***** Material to process *****
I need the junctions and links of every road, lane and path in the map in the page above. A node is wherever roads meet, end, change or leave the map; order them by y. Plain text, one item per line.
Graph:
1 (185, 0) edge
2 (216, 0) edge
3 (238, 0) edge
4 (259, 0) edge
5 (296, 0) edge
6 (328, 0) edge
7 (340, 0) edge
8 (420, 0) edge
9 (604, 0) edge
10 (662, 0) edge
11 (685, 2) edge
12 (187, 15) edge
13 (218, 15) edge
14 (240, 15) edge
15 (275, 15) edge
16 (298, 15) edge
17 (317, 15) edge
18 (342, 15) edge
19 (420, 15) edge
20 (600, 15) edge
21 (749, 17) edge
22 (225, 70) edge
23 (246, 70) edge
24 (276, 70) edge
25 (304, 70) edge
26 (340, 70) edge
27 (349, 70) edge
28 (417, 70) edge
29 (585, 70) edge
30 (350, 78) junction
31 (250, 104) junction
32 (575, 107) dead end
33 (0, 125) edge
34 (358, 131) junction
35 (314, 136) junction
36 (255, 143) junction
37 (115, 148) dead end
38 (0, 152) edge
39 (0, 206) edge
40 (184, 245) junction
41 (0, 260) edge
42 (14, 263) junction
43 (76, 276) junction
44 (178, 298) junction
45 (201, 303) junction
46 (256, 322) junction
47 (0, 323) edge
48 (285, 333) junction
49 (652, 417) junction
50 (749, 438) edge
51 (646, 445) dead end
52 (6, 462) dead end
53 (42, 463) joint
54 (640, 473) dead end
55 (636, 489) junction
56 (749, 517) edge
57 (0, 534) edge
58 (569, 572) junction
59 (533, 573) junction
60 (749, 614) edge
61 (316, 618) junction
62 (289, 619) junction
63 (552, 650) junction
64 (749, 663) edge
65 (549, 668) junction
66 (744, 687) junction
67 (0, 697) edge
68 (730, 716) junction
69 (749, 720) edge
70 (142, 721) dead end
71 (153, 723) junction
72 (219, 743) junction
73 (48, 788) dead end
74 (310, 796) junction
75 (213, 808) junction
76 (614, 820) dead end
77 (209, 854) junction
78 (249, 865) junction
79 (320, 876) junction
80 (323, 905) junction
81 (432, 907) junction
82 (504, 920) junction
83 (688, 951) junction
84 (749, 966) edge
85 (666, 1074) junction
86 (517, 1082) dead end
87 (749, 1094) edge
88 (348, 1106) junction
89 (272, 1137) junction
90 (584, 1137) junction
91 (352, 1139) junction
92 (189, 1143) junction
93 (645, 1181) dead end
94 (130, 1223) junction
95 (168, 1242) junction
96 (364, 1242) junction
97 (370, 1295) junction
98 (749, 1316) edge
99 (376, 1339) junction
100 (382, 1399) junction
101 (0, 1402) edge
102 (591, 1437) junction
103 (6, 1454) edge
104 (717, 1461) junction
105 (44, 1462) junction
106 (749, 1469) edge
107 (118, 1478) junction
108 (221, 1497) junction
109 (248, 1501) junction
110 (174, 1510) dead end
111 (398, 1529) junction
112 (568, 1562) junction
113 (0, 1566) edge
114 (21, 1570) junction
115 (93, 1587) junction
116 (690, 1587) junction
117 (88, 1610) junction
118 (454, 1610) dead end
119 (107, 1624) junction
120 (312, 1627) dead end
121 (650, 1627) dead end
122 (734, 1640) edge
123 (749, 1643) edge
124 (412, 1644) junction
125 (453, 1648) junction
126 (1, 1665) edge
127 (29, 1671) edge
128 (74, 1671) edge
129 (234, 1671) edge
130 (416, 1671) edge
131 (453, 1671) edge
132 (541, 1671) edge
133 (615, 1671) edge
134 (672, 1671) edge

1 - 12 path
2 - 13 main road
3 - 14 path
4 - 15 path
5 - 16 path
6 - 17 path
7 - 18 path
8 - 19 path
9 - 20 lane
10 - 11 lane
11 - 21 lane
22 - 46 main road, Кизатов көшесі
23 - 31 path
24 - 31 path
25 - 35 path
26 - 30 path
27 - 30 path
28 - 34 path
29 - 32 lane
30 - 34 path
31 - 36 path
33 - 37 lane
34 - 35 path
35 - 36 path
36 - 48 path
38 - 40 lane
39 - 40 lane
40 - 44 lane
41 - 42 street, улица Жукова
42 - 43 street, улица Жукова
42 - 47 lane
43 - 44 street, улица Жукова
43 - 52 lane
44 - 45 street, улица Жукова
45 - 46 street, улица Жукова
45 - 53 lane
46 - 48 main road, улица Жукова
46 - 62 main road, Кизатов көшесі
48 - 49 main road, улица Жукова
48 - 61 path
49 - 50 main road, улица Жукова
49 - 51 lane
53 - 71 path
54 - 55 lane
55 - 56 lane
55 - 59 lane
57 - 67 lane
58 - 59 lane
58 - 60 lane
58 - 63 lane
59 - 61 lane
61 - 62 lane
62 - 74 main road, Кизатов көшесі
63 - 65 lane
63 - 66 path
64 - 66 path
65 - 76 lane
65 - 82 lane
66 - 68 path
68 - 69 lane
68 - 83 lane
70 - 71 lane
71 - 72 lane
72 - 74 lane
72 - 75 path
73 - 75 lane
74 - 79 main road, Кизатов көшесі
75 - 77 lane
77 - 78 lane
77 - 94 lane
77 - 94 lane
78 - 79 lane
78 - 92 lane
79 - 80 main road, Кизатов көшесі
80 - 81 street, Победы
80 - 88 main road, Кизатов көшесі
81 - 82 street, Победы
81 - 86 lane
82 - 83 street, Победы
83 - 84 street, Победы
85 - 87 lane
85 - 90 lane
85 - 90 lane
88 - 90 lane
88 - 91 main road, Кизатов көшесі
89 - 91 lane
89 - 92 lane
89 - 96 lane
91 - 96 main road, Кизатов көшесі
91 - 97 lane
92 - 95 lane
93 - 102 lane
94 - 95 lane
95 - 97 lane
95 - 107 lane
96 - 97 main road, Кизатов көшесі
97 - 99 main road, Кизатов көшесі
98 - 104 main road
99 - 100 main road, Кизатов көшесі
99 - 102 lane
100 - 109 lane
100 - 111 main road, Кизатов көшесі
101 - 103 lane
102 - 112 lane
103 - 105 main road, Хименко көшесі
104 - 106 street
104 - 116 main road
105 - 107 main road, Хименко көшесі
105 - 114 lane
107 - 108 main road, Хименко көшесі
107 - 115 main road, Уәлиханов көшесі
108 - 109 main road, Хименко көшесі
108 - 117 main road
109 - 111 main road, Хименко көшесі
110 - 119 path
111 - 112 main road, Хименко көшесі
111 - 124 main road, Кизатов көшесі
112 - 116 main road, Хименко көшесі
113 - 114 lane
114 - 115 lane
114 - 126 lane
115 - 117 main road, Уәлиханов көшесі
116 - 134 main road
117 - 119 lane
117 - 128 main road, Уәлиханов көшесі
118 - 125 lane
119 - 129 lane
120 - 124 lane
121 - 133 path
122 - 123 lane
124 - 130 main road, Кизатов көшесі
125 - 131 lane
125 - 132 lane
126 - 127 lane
*****
Assigned task
Each record shown above must be reproduced exactly.

Answer below
I need the junctions and links of every road, lane and path in the map in the page above. A node is wherever roads meet, end, change or leave the map; order them by y. Plain text, one item per line.
Graph:
1 (185, 0) edge
2 (216, 0) edge
3 (238, 0) edge
4 (259, 0) edge
5 (296, 0) edge
6 (328, 0) edge
7 (340, 0) edge
8 (420, 0) edge
9 (604, 0) edge
10 (662, 0) edge
11 (685, 2) edge
12 (187, 15) edge
13 (218, 15) edge
14 (240, 15) edge
15 (275, 15) edge
16 (298, 15) edge
17 (317, 15) edge
18 (342, 15) edge
19 (420, 15) edge
20 (600, 15) edge
21 (749, 17) edge
22 (225, 70) edge
23 (246, 70) edge
24 (276, 70) edge
25 (304, 70) edge
26 (340, 70) edge
27 (349, 70) edge
28 (417, 70) edge
29 (585, 70) edge
30 (350, 78) junction
31 (250, 104) junction
32 (575, 107) dead end
33 (0, 125) edge
34 (358, 131) junction
35 (314, 136) junction
36 (255, 143) junction
37 (115, 148) dead end
38 (0, 152) edge
39 (0, 206) edge
40 (184, 245) junction
41 (0, 260) edge
42 (14, 263) junction
43 (76, 276) junction
44 (178, 298) junction
45 (201, 303) junction
46 (256, 322) junction
47 (0, 323) edge
48 (285, 333) junction
49 (652, 417) junction
50 (749, 438) edge
51 (646, 445) dead end
52 (6, 462) dead end
53 (42, 463) joint
54 (640, 473) dead end
55 (636, 489) junction
56 (749, 517) edge
57 (0, 534) edge
58 (569, 572) junction
59 (533, 573) junction
60 (749, 614) edge
61 (316, 618) junction
62 (289, 619) junction
63 (552, 650) junction
64 (749, 663) edge
65 (549, 668) junction
66 (744, 687) junction
67 (0, 697) edge
68 (730, 716) junction
69 (749, 720) edge
70 (142, 721) dead end
71 (153, 723) junction
72 (219, 743) junction
73 (48, 788) dead end
74 (310, 796) junction
75 (213, 808) junction
76 (614, 820) dead end
77 (209, 854) junction
78 (249, 865) junction
79 (320, 876) junction
80 (323, 905) junction
81 (432, 907) junction
82 (504, 920) junction
83 (688, 951) junction
84 (749, 966) edge
85 (666, 1074) junction
86 (517, 1082) dead end
87 (749, 1094) edge
88 (348, 1106) junction
89 (272, 1137) junction
90 (584, 1137) junction
91 (352, 1139) junction
92 (189, 1143) junction
93 (645, 1181) dead end
94 (130, 1223) junction
95 (168, 1242) junction
96 (364, 1242) junction
97 (370, 1295) junction
98 (749, 1316) edge
99 (376, 1339) junction
100 (382, 1399) junction
101 (0, 1402) edge
102 (591, 1437) junction
103 (6, 1454) edge
104 (717, 1461) junction
105 (44, 1462) junction
106 (749, 1469) edge
107 (118, 1478) junction
108 (221, 1497) junction
109 (248, 1501) junction
110 (174, 1510) dead end
111 (398, 1529) junction
112 (568, 1562) junction
113 (0, 1566) edge
114 (21, 1570) junction
115 (93, 1587) junction
116 (690, 1587) junction
117 (88, 1610) junction
118 (454, 1610) dead end
119 (107, 1624) junction
120 (312, 1627) dead end
121 (650, 1627) dead end
122 (734, 1640) edge
123 (749, 1643) edge
124 (412, 1644) junction
125 (453, 1648) junction
126 (1, 1665) edge
127 (29, 1671) edge
128 (74, 1671) edge
129 (234, 1671) edge
130 (416, 1671) edge
131 (453, 1671) edge
132 (541, 1671) edge
133 (615, 1671) edge
134 (672, 1671) edge

1 - 12 path
2 - 13 main road
3 - 14 path
4 - 15 path
5 - 16 path
6 - 17 path
7 - 18 path
8 - 19 path
9 - 20 lane
10 - 11 lane
11 - 21 lane
22 - 46 main road, Кизатов көшесі
23 - 31 path
24 - 31 path
25 - 35 path
26 - 30 path
27 - 30 path
28 - 34 path
29 - 32 lane
30 - 34 path
31 - 36 path
33 - 37 lane
34 - 35 path
35 - 36 path
36 - 48 path
38 - 40 lane
39 - 40 lane
40 - 44 lane
41 - 42 street, улица Жукова
42 - 43 street, улица Жукова
42 - 47 lane
43 - 44 street, улица Жукова
43 - 52 lane
44 - 45 street, улица Жукова
45 - 46 street, улица Жукова
45 - 53 lane
46 - 48 main road, улица Жукова
46 - 62 main road, Кизатов көшесі
48 - 49 main road, улица Жукова
48 - 61 path
49 - 50 main road, улица Жукова
49 - 51 lane
53 - 71 path
54 - 55 lane
55 - 56 lane
55 - 59 lane
57 - 67 lane
58 - 59 lane
58 - 60 lane
58 - 63 lane
59 - 61 lane
61 - 62 lane
62 - 74 main road, Кизатов көшесі
63 - 65 lane
63 - 66 path
64 - 66 path
65 - 76 lane
65 - 82 lane
66 - 68 path
68 - 69 lane
68 - 83 lane
70 - 71 lane
71 - 72 lane
72 - 74 lane
72 - 75 path
73 - 75 lane
74 - 79 main road, Кизатов көшесі
75 - 77 lane
77 - 78 lane
77 - 94 lane
77 - 94 lane
78 - 79 lane
78 - 92 lane
79 - 80 main road, Кизатов көшесі
80 - 81 street, Победы
80 - 88 main road, Кизатов көшесі
81 - 82 street, Победы
81 - 86 lane
82 - 83 street, Победы
83 - 84 street, Победы
85 - 87 lane
85 - 90 lane
85 - 90 lane
88 - 90 lane
88 - 91 main road, Кизатов көшесі
89 - 91 lane
89 - 92 lane
89 - 96 lane
91 - 96 main road, Кизатов көшесі
91 - 97 lane
92 - 95 lane
93 - 102 lane
94 - 95 lane
95 - 97 lane
95 - 107 lane
96 - 97 main road, Кизатов көшесі
97 - 99 main road, Кизатов көшесі
98 - 104 main road
99 - 100 main road, Кизатов көшесі
99 - 102 lane
100 - 109 lane
100 - 111 main road, Кизатов көшесі
101 - 103 lane
102 - 112 lane
103 - 105 main road, Хименко көшесі
104 - 106 street
104 - 116 main road
105 - 107 main road, Хименко көшесі
105 - 114 lane
107 - 108 main road, Хименко көшесі
107 - 115 main road, Уәлиханов көшесі
108 - 109 main road, Хименко көшесі
108 - 117 main road
109 - 111 main road, Хименко көшесі
110 - 119 path
111 - 112 main road, Хименко көшесі
111 - 124 main road, Кизатов көшесі
112 - 116 main road, Хименко көшесі
113 - 114 lane
114 - 115 lane
114 - 126 lane
115 - 117 main road, Уәлиханов көшесі
116 - 134 main road
117 - 119 lane
117 - 128 main road, Уәлиханов көшесі
118 - 125 lane
119 - 129 lane
120 - 124 lane
121 - 133 path
122 - 123 lane
124 - 130 main road, Кизатов көшесі
125 - 131 lane
125 - 132 lane
126 - 127 lane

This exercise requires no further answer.